US Department of Education supports colleges and students amid FAFSA delays

High school seniors are making decisions about college without knowing how much aid they will receive. (iStock)

The U.S. Department of Education is stepping in to help colleges process forms faster after the fix to the new Free Application for Federal Student Aid (FAFSA) form threatened to delay the timeline for awards.

More than 4 million FAFSA applications have been submitted since the new form was launched on Dec. 30. However, student aid calculations for the latest forms were based on three-year-old tables that did not accurately reflect the current high inflation environment. The FAFSA Simplification Act passed by Congress in 2020 included a provision requiring the Education Department to update tables used in the Student Aid Index (SAI) calculation to account for inflation and other economic changes. The mistake meant students would miss out on nearly $2 billion in financial aid.

At the end of January, the Department said it planned to fix the problem in time for this year's awards. However, the correction threatened to delay financial aid offers until at least April and possibly as late as May or June for high school seniors, according to higher education expert Mark Kantrowitz.  

The department has promised to implement steps to help colleges process student records faster and more efficiently when they first arrive in March by considerably reducing verification requirements, suspending routine school compliance reviews, and providing flexibility on procedures for renewing participation in the federal student aid programs.

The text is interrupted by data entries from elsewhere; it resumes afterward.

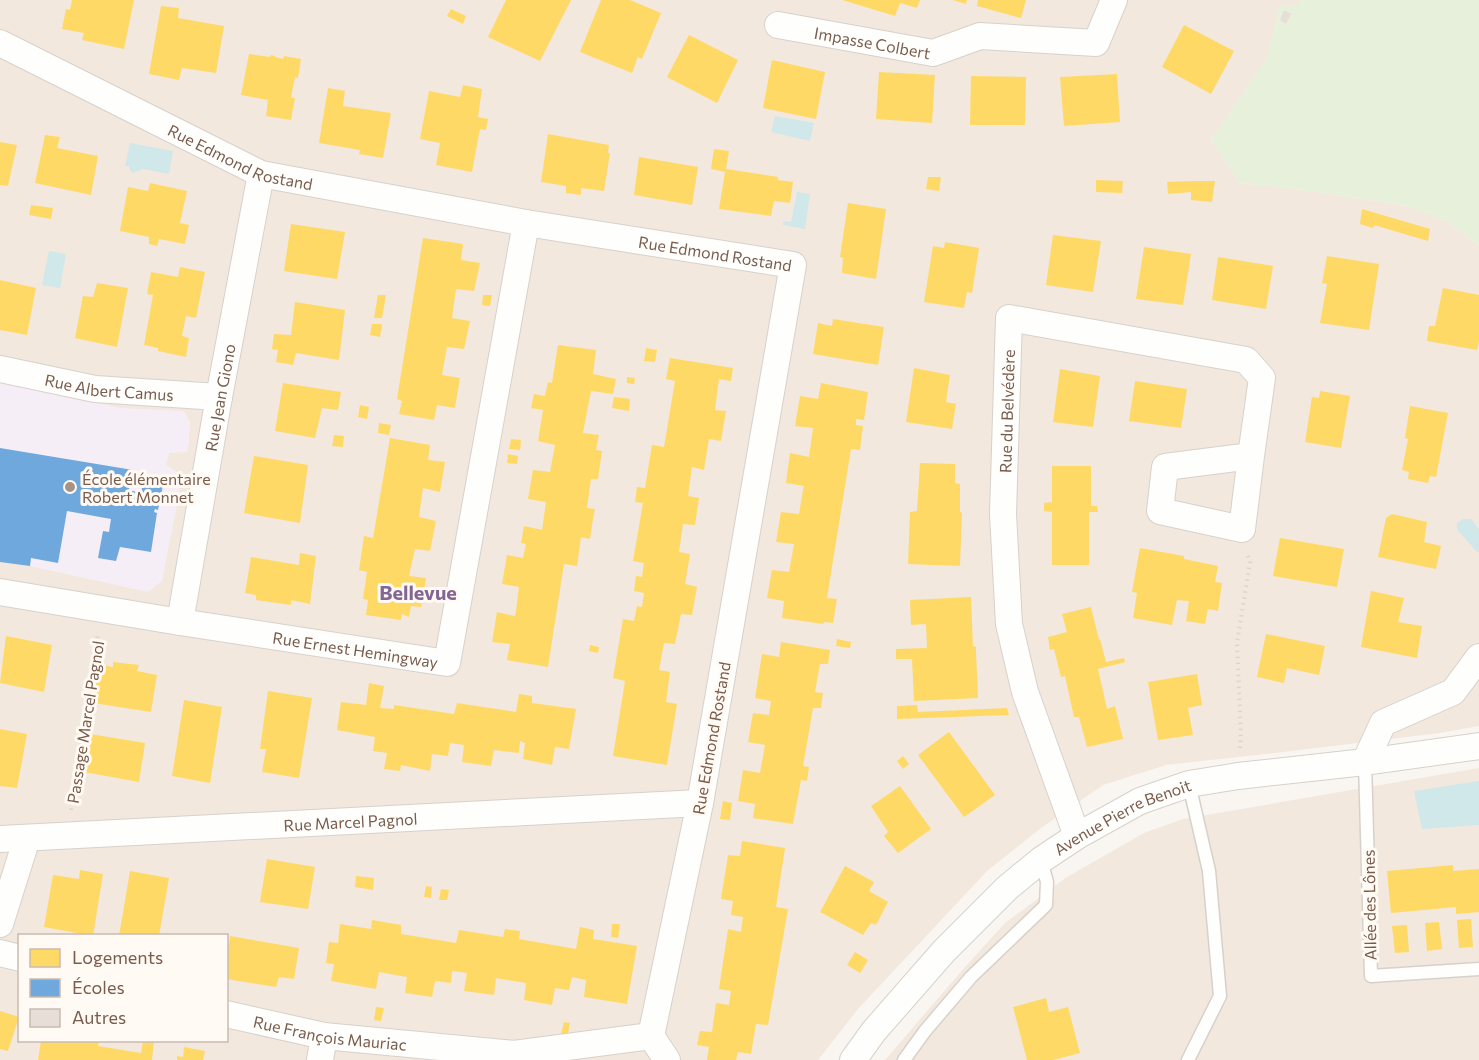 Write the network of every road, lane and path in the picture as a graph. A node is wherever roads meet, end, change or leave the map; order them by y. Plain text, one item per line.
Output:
1 (1114, 0) edge
2 (778, 25) dead end
3 (0, 43) edge
4 (261, 174) junction
5 (526, 223) junction
6 (0, 369) edge
7 (219, 397) junction
8 (1251, 456) junction
9 (1242, 529) junction
10 (0, 592) edge
11 (102, 609) junction
12 (180, 622) junction
13 (1479, 657) edge
14 (1479, 747) edge
15 (1365, 762) junction
16 (1238, 776) junction
17 (1189, 784) junction
18 (700, 802) junction
19 (67, 836) junction
20 (1077, 836) junction
21 (27, 838) junction
22 (0, 839) edge
23 (1041, 860) junction
24 (0, 924) edge
25 (0, 953) edge
26 (18, 958) edge
27 (1479, 969) edge
28 (228, 1015) edge
29 (651, 1036) junction
30 (322, 1048) edge
31 (667, 1060) edge
32 (853, 1060) edge
33 (904, 1060) edge
34 (1188, 1060) edge

1 - 2 street, Impasse Colbert
3 - 4 street, Rue Edmond Rostand
4 - 5 street, Rue Edmond Rostand
4 - 7 street, Rue Jean Giono
5 - 12 street, Rue Ernest Hemingway
5 - 18 street, Rue Edmond Rostand
6 - 7 street, Rue Albert Camus
7 - 12 street, Rue Jean Giono
8 - 9 street, Rue du Belvédère
8 - 9 street
8 - 20 street, Rue du Belvédère
9 - 16 path
10 - 11 street, Rue Ernest Hemingway
11 - 12 street, Rue Ernest Hemingway
11 - 19 path, Passage Marcel Pagnol
13 - 15 street
14 - 15 street, Avenue Pierre Benoit
15 - 16 street, Avenue Pierre Benoit
15 - 27 lane, Allée des Lônes
16 - 17 street, Avenue Pierre Benoit
17 - 20 street, Avenue Pierre Benoit
17 - 34 lane
18 - 19 street, Rue Marcel Pagnol
18 - 29 street, Rue Edmond Rostand
19 - 21 street, Rue Marcel Pagnol
20 - 23 street, Avenue Pierre Benoit
21 - 22 street, Rue Marcel Pagnol
21 - 24 street
23 - 32 street, Avenue Pierre Benoit
23 - 33 lane
25 - 26 street
28 - 30 street, Rue François Mauriac
29 - 30 street, Rue François Mauriac
29 - 31 street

"We are determined to drive a constant drumbeat of action to fulfill the transformational potential of the Better FAFSA," U.S. Secretary of Education Miguel Cardona said. "The steps we're announcing today build on the Better FAFSA College Support Strategy by making it easier for colleges and universities to get financial aid packages to students and families as quickly as possible. We will strive to leave no stone unturned to make this FAFSA process easier and simpler for colleges, universities, and students."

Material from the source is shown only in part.